-- Opening Marker --

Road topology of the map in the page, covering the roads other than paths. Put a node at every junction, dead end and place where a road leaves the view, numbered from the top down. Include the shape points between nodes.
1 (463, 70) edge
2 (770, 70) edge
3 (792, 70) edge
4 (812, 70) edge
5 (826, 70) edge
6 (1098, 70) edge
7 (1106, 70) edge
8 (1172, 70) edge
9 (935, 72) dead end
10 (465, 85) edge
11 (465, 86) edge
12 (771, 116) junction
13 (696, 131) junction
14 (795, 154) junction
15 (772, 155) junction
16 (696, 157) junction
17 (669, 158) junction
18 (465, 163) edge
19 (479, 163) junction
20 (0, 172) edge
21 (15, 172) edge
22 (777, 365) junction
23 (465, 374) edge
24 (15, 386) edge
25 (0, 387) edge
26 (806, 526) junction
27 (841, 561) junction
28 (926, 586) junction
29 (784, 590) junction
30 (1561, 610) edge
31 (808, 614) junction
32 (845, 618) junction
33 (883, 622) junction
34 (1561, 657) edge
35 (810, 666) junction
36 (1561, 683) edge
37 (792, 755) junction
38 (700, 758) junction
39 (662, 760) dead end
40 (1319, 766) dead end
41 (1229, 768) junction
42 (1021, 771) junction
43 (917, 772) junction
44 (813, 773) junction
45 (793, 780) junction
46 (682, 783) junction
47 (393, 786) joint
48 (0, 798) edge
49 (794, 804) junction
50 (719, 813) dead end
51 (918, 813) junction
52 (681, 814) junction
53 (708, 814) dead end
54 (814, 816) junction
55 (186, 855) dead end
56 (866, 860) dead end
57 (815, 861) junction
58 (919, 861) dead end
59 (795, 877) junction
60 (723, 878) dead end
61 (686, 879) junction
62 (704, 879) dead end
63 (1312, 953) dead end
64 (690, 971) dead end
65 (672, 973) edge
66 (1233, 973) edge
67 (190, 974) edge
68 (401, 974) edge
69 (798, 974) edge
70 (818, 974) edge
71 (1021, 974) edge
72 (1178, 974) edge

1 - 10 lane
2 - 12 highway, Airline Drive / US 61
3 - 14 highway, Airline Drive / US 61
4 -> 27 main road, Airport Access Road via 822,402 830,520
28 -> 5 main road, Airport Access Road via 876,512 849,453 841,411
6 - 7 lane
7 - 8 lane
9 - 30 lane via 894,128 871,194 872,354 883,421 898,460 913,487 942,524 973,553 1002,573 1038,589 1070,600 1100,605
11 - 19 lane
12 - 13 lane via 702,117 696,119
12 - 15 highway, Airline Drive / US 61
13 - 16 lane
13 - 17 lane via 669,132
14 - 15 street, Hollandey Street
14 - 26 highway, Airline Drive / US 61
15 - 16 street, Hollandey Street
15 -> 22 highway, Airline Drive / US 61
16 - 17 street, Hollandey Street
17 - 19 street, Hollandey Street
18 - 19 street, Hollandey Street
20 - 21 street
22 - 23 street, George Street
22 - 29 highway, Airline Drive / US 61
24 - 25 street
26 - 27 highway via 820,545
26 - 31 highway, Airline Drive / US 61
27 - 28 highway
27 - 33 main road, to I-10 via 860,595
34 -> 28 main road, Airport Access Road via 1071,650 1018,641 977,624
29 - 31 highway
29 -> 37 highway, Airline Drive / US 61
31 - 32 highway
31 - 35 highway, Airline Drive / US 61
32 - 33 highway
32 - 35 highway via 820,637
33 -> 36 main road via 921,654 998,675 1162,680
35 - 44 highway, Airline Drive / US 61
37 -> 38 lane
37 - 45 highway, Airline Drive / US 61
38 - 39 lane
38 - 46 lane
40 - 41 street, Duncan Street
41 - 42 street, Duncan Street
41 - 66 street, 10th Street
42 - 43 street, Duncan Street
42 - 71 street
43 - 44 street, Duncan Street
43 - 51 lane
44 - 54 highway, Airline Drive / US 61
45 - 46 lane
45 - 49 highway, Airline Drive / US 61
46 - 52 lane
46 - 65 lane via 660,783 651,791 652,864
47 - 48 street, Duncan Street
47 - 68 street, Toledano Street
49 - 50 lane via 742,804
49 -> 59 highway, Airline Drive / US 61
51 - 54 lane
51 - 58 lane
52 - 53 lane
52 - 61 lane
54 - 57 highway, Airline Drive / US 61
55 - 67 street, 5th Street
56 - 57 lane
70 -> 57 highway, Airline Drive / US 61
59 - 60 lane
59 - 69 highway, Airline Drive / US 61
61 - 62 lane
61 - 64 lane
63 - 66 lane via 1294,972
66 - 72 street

-- Closing Marker --

* _Problem details_
Using the listing above, show every line that includes the string "Duncan".

* _Answer box_
40 - 41 street, Duncan Street
41 - 42 street, Duncan Street
42 - 43 street, Duncan Street
43 - 44 street, Duncan Street
47 - 48 street, Duncan Street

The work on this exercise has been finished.